Though only an e-mail interview -- those tend to come out guarded and overthought, as any reporter in 2007 knows -- we can still see through the defenses a bit and see that journalism in the digital age keeps Keller up at night just as much as today's front page story on the Middle East. He elaborates on a May comment that we "can't let our reverence for quality become a straitjacket in new media":
The Times is respected not because every story is perfect, but because we have excellent people making their best effort...the Web environment is different in several respects... [readers] bring different expectations to the Web than they bring to print...that does NOT mean the Web is a lawless frontier, or that you cannot aspire to high-quality journalism on the Web. It just means you cannot apply the same formal editorial bureaucracy to the Web that works in print. Because the deadline is constant, more stories will be posted on deadline -- and necessarily be less polished -- but they will be improved more quickly, too.
Well there's a lot there for sure, but the good news is that someone's starting to realize that the web isn't the same beast. All these thoughts seem to be a pastiche of company policy and his own thinking, and it's interesting to watch it being fleshed out on the page. In fact, Keller even admits to reading blogs:
I have a couple of dozen non-Times blogs bookmarked -- media blogs, political blogs, music blogs, food blogs, etc. The lineup changes, and includes a pretty wide spectrum of opinion. (Why read only things that confirm what you already think?)
I visit them less frequently than I did a year ago. In part that is because, surrounded as I am by journalists, I usually hear about anything interesting without having to spend my time browsing. Also, some blogs I used to enjoy seem to have said everything they had to say.
A few interesting points. Sadly, Keller doesn't go into detail as to which blogs he reads. (That's what I want to know -- is he reading the digitalized voice of an established MSM journalist or is he reading some fine citizen journalism or opinion? Sure, it changes often and it's a personal matter, but I feel that Keller's habits may reflect how "with it" he really is when it comes to the "Web environment.")
But you know what?
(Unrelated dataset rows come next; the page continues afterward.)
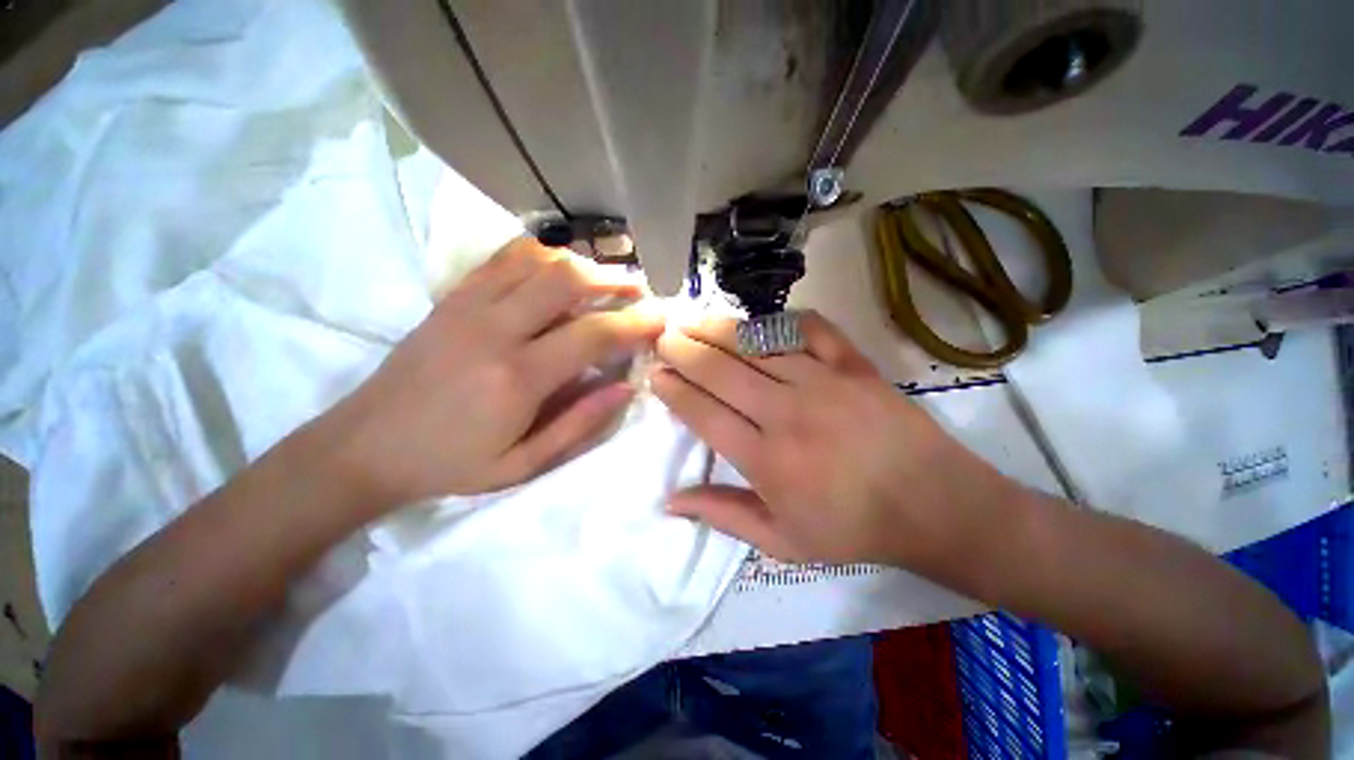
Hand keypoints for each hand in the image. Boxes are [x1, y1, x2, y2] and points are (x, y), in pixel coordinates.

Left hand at [327, 238, 663, 507]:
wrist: (366, 446)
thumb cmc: (450, 463)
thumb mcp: (523, 464)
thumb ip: (580, 424)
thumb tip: (626, 388)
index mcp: (518, 378)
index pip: (594, 334)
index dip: (635, 324)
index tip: (660, 320)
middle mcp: (495, 330)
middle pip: (567, 280)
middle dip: (614, 281)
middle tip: (638, 293)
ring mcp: (469, 305)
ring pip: (538, 259)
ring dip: (582, 263)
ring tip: (606, 280)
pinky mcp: (452, 297)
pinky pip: (504, 257)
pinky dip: (542, 254)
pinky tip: (559, 268)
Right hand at [651, 312, 1009, 569]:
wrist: (935, 505)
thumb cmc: (854, 529)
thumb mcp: (783, 541)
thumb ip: (724, 516)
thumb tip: (670, 503)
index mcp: (767, 460)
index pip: (704, 414)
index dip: (675, 391)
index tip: (656, 375)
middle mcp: (787, 413)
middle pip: (722, 371)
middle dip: (684, 351)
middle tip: (662, 337)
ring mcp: (823, 382)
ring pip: (757, 345)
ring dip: (718, 330)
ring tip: (692, 320)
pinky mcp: (854, 366)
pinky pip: (812, 330)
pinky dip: (782, 321)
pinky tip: (761, 320)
This whole interview isn't about the Times at all. What this is about is every other paper in the nation, and how they've dropped the web-ified ball for their readers.
I know what Keller thinks. The web is a different beast, but we need to close the gap so that readers experience it the same way they read the paper. I can see the fruits of his company's thought on their website. But I continue to see terrible choices -- or worse, a lack of any at all -- regarding existing regional newspapers and the web.
As a part of my day, I regularly bounce from site to site reading our nation's best regional papers. The Dallas Morning News. The Indianapolis Star. The Chicago Tribune. The Philadelphia Inquirer. The Boston Globe. The Miami Herald.
The list goes forever on.
And almost every website I visit looks the same. A bunch of text in an unidentifiable font, a bunch of thumbnail pictures and nary a signature flourish of the printed paper in sight. Hell, half of these papers don't even have their mastheads in the font that they are printed in everyday.
That's like sending the Yankees on the ballfield without the "NY" and pinstripes. Could you imagine watching a ballgame game like that?
My point is, while Keller's dreaming up the finer points of journalism on the web, the rest of the nation hasn't even me any semblance of their paper on the web. Sure, the stories are there, but the packaging isn't. And it's a frustrating read.
I myself can attest that I spend very little time on the Philadelphia Inquirer's website because it's so damn frustrating. I've complained about their city-friendly portal before -- and still don't understand why they don't have their own standalone website that syndicates its stories to the "city" site -- but seeing "Philadelphia Inquirer" in small type trumped by a bigger "Philly.com" on the top isn't helping that paper at all be the national force it used to be.
Philly's not the only one, either: The Miami Herald is missing a real masthead, and has some space management issues. The Dallas Morning News gives its ads more important space than its own content, and is missing a masthead as well. Even with good organization, the San Francisco Chronicle can't even reconcile the fact that it's website operates as a separate entity from the newspaper altogether (SFGate? Ridiculous). The New Haven Register needs to ditch its Web 1.0 look and manage its space better (oh, and put the name of the paper in a size that is at least equal to the smallest ad). Et cetera.
It may sound like I'm whining over details, but many readers only go to the website. For any paper who's trying to extend reach without breaking the bank, all they need to do is find a web format that looks like a newspaper -- and not like a Yahoo! News compilation.
Makes the whole complaining about web-syndicated stories thing seem moot, doesn't it? They're worried about content and meanwhile, the paper's website, the front door and front page of the newspaper, looks like a 12-year-old designed it in Microsoft Frontpage.
I know that budgets are tight. But the nation's pillars of journalism need to look, well, like pillars, and not like driftwood in a sea of many websites.
If I can't differentiate a newspaper's site from a news-aggregate site, how will I trust (and buy) the real thing?